Business
CBN’s Directive May Weaken Banks’ Balance Sheets -IMF
The International Monetary Fund (IMF) has said the directive from the Central Bank of Nigeria (CBN) that deposit money banks should achieve a minimum loan-to-deposit ratio could weaken their balance sheets.
The Tide recalls that the CBN, in a circular dated July 3, 2019, mandated all DMBs to maintain a minimum loan-to-deposit ratio of 60 per cent by September 30, 2019 in a bid to improve lending to the real sector of the nation’s economy.
The minimum LDR was in October reviewed to 65 per cent, which is to be attained by December 31, 2019.
The apex bank said failure to meet the minimum LDR would result in a levy of additional cash reserve requirement equal to 50 per cent of the lending shortfall of the target LDR.

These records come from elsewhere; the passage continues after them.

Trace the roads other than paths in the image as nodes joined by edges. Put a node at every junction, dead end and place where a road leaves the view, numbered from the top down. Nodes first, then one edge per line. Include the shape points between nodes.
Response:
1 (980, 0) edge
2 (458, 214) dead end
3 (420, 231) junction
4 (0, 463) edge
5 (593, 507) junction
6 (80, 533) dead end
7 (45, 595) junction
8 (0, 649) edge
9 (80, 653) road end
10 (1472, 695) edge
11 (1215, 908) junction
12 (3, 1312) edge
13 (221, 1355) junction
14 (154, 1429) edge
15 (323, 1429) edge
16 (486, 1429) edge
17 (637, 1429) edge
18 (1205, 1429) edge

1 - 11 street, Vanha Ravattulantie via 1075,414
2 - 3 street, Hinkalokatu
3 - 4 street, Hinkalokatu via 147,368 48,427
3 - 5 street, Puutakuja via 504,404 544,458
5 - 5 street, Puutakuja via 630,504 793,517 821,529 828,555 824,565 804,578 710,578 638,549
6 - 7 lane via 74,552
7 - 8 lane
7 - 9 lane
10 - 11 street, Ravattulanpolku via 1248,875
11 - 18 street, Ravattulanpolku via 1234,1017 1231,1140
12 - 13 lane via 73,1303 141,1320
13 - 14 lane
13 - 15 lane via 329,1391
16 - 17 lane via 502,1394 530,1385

The CRR is the share of a bank’s total customer deposit that must be kept with the CBN in the form of liquid cash. It is currently at 22.5 per cent.
The IMF however, said in its latest Regional Economic Outlook for sub-Saharan Africa. “Nigeria introduced a requirement for banks to achieve a minimum loan-to-deposit ratio, which could significantly weaken banks’ balance sheets and lower the cost of funds (as banks could quote low rates to curtail new deposits),”

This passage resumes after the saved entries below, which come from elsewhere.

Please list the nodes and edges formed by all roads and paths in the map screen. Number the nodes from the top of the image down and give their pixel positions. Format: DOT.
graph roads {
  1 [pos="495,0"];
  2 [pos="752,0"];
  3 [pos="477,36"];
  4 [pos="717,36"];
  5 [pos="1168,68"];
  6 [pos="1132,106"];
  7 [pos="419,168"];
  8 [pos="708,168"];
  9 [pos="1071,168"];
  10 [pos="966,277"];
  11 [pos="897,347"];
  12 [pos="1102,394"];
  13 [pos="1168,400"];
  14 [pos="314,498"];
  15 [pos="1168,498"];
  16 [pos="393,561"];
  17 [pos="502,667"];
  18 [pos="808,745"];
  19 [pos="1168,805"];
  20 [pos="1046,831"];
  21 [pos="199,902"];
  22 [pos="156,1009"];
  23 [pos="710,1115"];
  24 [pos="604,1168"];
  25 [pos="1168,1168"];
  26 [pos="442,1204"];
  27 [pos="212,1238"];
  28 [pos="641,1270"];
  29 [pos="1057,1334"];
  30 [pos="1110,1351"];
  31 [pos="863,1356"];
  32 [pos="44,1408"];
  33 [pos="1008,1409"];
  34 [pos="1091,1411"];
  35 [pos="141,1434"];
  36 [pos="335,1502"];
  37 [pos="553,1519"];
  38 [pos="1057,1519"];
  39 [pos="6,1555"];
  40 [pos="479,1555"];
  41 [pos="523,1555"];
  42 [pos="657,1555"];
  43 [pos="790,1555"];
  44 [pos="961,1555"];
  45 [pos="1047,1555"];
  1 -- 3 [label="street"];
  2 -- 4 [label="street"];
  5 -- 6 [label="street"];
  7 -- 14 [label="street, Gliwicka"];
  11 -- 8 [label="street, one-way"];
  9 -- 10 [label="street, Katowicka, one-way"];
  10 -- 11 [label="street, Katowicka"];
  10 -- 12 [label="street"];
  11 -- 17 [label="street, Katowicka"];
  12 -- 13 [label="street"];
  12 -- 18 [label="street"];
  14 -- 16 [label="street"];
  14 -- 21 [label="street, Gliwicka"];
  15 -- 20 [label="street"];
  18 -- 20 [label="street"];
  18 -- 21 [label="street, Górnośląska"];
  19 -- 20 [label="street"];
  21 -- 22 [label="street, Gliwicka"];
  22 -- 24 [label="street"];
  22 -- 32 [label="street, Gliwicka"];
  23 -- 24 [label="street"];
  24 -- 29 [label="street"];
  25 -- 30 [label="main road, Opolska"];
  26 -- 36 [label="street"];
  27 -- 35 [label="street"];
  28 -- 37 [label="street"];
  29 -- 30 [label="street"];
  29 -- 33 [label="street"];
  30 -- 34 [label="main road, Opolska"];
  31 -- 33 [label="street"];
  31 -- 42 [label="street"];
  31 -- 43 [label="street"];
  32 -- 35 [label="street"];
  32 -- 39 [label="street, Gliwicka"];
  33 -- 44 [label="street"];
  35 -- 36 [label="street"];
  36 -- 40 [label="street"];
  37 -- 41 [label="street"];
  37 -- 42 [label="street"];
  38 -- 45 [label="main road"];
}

The Mission Chief and Senior Resident Representative for Nigeria, IMF, Amine Mati, at the pubic presentation of the report in Lagos said the fund was of the view that the regulation might need to be revisited in terms of the potential pressure on non-performing loans.
According to the report, Nigeria is projected to grow at 2.5 per cent in 2020, up from 2.3 per cent in 2019, driven by both oil and non-oil sectors.

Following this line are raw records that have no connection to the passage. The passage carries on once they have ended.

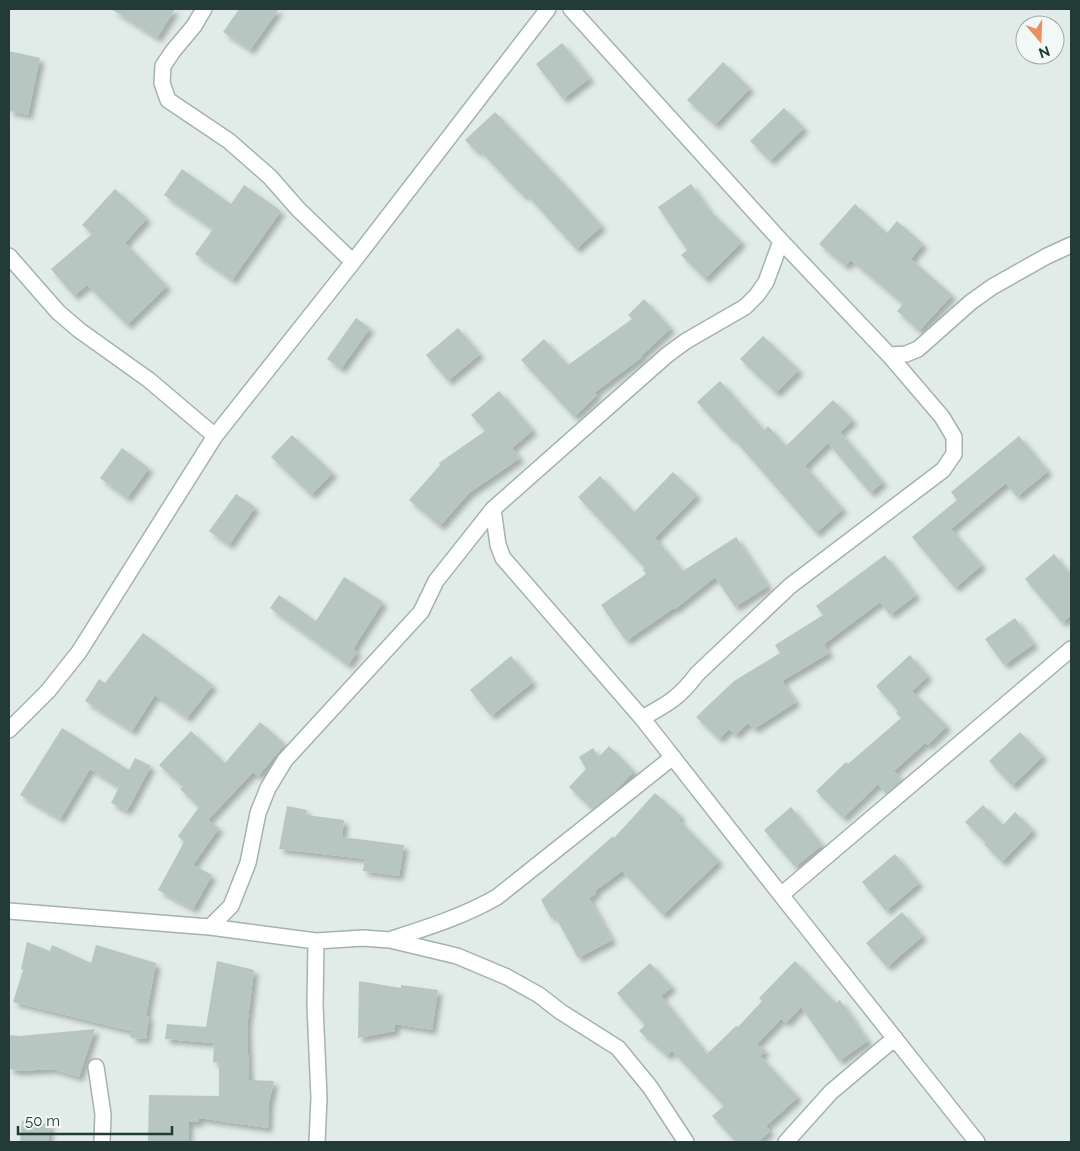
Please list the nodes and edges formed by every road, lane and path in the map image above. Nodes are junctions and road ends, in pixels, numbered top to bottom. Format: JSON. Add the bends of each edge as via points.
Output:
{"nodes":[{"id":1,"x":204,"y":9,"type":"edge"},
{"id":2,"x":548,"y":9,"type":"edge"},
{"id":3,"x":571,"y":9,"type":"edge"},
{"id":4,"x":781,"y":241,"type":"junction"},
{"id":5,"x":1071,"y":245,"type":"edge"},
{"id":6,"x":9,"y":256,"type":"edge"},
{"id":7,"x":353,"y":262,"type":"junction"},
{"id":8,"x":889,"y":355,"type":"junction"},
{"id":9,"x":215,"y":436,"type":"junction"},
{"id":10,"x":492,"y":509,"type":"junction"},
{"id":11,"x":1071,"y":649,"type":"edge"},
{"id":12,"x":642,"y":718,"type":"junction"},
{"id":13,"x":9,"y":730,"type":"edge"},
{"id":14,"x":673,"y":757,"type":"junction"},
{"id":15,"x":780,"y":895,"type":"junction"},
{"id":16,"x":9,"y":911,"type":"edge"},
{"id":17,"x":210,"y":927,"type":"junction"},
{"id":18,"x":390,"y":940,"type":"junction"},
{"id":19,"x":316,"y":941,"type":"junction"},
{"id":20,"x":895,"y":1038,"type":"junction"},
{"id":21,"x":96,"y":1067,"type":"dead end"},
{"id":22,"x":102,"y":1142,"type":"edge"},
{"id":23,"x":317,"y":1142,"type":"edge"},
{"id":24,"x":686,"y":1142,"type":"edge"},
{"id":25,"x":786,"y":1142,"type":"edge"},
{"id":26,"x":977,"y":1142,"type":"edge"}],
"edges":[{"from":1,"to":7,"type":"street","via":[[163,66],[162,83],[168,100],[228,141],[270,177]]},
{"from":2,"to":7,"type":"street"},
{"from":3,"to":4,"type":"street"},
{"from":4,"to":8,"type":"street"},
{"from":4,"to":10,"type":"street","via":[[758,295],[745,307],[667,355]]},
{"from":5,"to":8,"type":"street","via":[[992,287],[918,349]]},
{"from":6,"to":9,"type":"street","via":[[58,312],[150,380]]},
{"from":7,"to":9,"type":"street"},
{"from":8,"to":12,"type":"street","via":[[942,417],[954,437],[954,454],[943,470],[790,586],[697,674],[685,690]]},
{"from":9,"to":13,"type":"street","via":[[79,652],[48,691]]},
{"from":10,"to":12,"type":"street","via":[[503,558]]},
{"from":10,"to":17,"type":"street","via":[[436,581],[420,612],[285,760],[258,813],[248,863],[232,906]]},
{"from":11,"to":15,"type":"street"},
{"from":12,"to":14,"type":"street"},
{"from":14,"to":15,"type":"street"},
{"from":14,"to":18,"type":"street","via":[[497,897],[456,918]]},
{"from":15,"to":20,"type":"street"},
{"from":16,"to":17,"type":"street"},
{"from":17,"to":19,"type":"street"},
{"from":18,"to":19,"type":"street"},
{"from":18,"to":24,"type":"street","via":[[457,956],[507,977],[618,1048],[650,1087]]},
{"from":19,"to":23,"type":"street"},
{"from":20,"to":25,"type":"street","via":[[831,1092]]},
{"from":20,"to":26,"type":"street"},
{"from":21,"to":22,"type":"street","via":[[103,1114]]}]}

“Medium-term growth is projected at slightly higher than 2.5 per cent, implying no progress in per capita growth. This low growth is driven by insufficient policy adjustment, a large infrastructure gap, low private investment, and banking sector vulnerabilities,” the Washington-based fund said.
It said since 2016, revenue in sub-Saharan Africa had risen by only 0.2 per cent of the GDP a year on average, although countries had room to mobilise, on average, between three per cent and five per cent of the GDP in revenue.
The IMF noted that Nigeria continued to have low tax rates, narrow tax bases and broad exemptions.
It said, “In several countries, tax administrative capacities remain weak, and governance is a concern. Also, the informal sector is large in many countries (such as Angola, Central African Republic, Chad, Guinea and Nigeria), resulting in low tax compliance.
“Mobilising more domestic revenue requires improving tax administration (such as assigning tax identification numbers for commercial importers, improving land registries, and strengthening tax audit functions, customs administration, and compliance management of large taxpayers) and reforms to broaden revenue bases, including through fewer exemptions.”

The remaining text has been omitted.